Non si possono dimenticare, per esempio, le due prese di posizione (sotto forma di sollecitazioni alla Provincia) di vent'anni fa esatti che videro protagonisti da una parte l'Amministrazione comunale di Prezzo e dall'altra un comitato per la salvaguardia dell'ambiente.
Quest'ultimo reclamava l'applicazione dell'articolo 34 della legge 24 del 1991, là dove dichiarava l'eliminazione delle specie immesse abusivamente. Non si può dimenticare nemmeno il grido di dolore dell'allora sindaco di Prezzo, che minacciò di promuovere lo sciopero del voto se la Provincia non fosse intervenuta energicamente.
E intervenne, in effetti, molti anni dopo. Nel 2018 l'Associazione cacciatori scriveva ai suoi affiliati che a seguito del cambiamento della normativa «gli agenti di vigilanza, se sono in area a densità zero, possono effettuare il controllo senza limitazione di tempi e luoghi».

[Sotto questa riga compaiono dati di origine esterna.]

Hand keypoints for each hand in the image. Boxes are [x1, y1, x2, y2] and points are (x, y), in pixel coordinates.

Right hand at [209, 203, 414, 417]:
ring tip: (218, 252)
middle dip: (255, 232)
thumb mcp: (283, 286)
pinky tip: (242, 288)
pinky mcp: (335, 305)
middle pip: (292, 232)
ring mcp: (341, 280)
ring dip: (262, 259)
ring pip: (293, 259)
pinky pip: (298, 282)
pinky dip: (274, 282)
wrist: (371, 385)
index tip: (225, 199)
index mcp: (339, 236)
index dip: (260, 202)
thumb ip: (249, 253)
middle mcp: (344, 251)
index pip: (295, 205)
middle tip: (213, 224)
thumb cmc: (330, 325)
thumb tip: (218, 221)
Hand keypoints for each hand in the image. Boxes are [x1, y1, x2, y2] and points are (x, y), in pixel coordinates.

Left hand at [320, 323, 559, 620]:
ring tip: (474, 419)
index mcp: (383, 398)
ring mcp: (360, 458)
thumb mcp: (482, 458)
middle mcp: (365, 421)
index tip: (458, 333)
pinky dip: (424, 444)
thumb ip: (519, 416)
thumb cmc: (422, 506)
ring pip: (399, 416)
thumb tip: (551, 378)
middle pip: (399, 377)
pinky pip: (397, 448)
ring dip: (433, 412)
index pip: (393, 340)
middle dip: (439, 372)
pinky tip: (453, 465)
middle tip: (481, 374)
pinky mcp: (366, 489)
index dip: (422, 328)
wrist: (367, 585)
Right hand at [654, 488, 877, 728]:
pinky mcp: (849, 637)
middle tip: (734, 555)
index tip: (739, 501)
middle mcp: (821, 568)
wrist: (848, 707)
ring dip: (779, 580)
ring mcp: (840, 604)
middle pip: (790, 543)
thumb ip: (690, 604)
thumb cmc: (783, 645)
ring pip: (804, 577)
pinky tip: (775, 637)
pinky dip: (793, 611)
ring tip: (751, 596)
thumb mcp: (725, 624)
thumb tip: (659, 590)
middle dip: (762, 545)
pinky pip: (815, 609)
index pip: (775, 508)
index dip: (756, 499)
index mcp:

Nota a margine: controllo significa abbattimento. «Se sono in area di controllo possono intervenire, in caso di situazioni critiche, senza limitazione di tempi e luoghi. I cacciatori possono sparare in entrambe le aree in concomitanza con la caccia agli ungulati, dall'1 maggio al 30 giugno, dal 16 agosto al 31 dicembre».
Questo si diceva sei anni fa. E si potrebbe andare avanti con il conteggio delle centinaia di cinghiali sottoposti a "controllo" negli anni. Solo nella riserva di Storo e solo nel 2021 (giusto per citare un anno simbolico) sono stati abbattuti più di 150 esemplari. E l'anno successivo la sezione dell'Associazione cacciatori mise in programma quattro uscite straordinarie. Soffrono gli agricoltori e i proprietari di orti, ma talvolta hanno avuto problemi pure gli automobilisti. E qui entriamo nel campo della sicurezza stradale. Più di un proprietario di automobile potrebbe raccontarlo.
Insomma, una storia travagliata quella del rapporto con il cinghiale nella valle del Chiese. D'altronde occorre dire che questo animale è di una fecondità gagliarda: otto, nove, anche dieci piccoli a parto. Come dire? Una battaglia persa?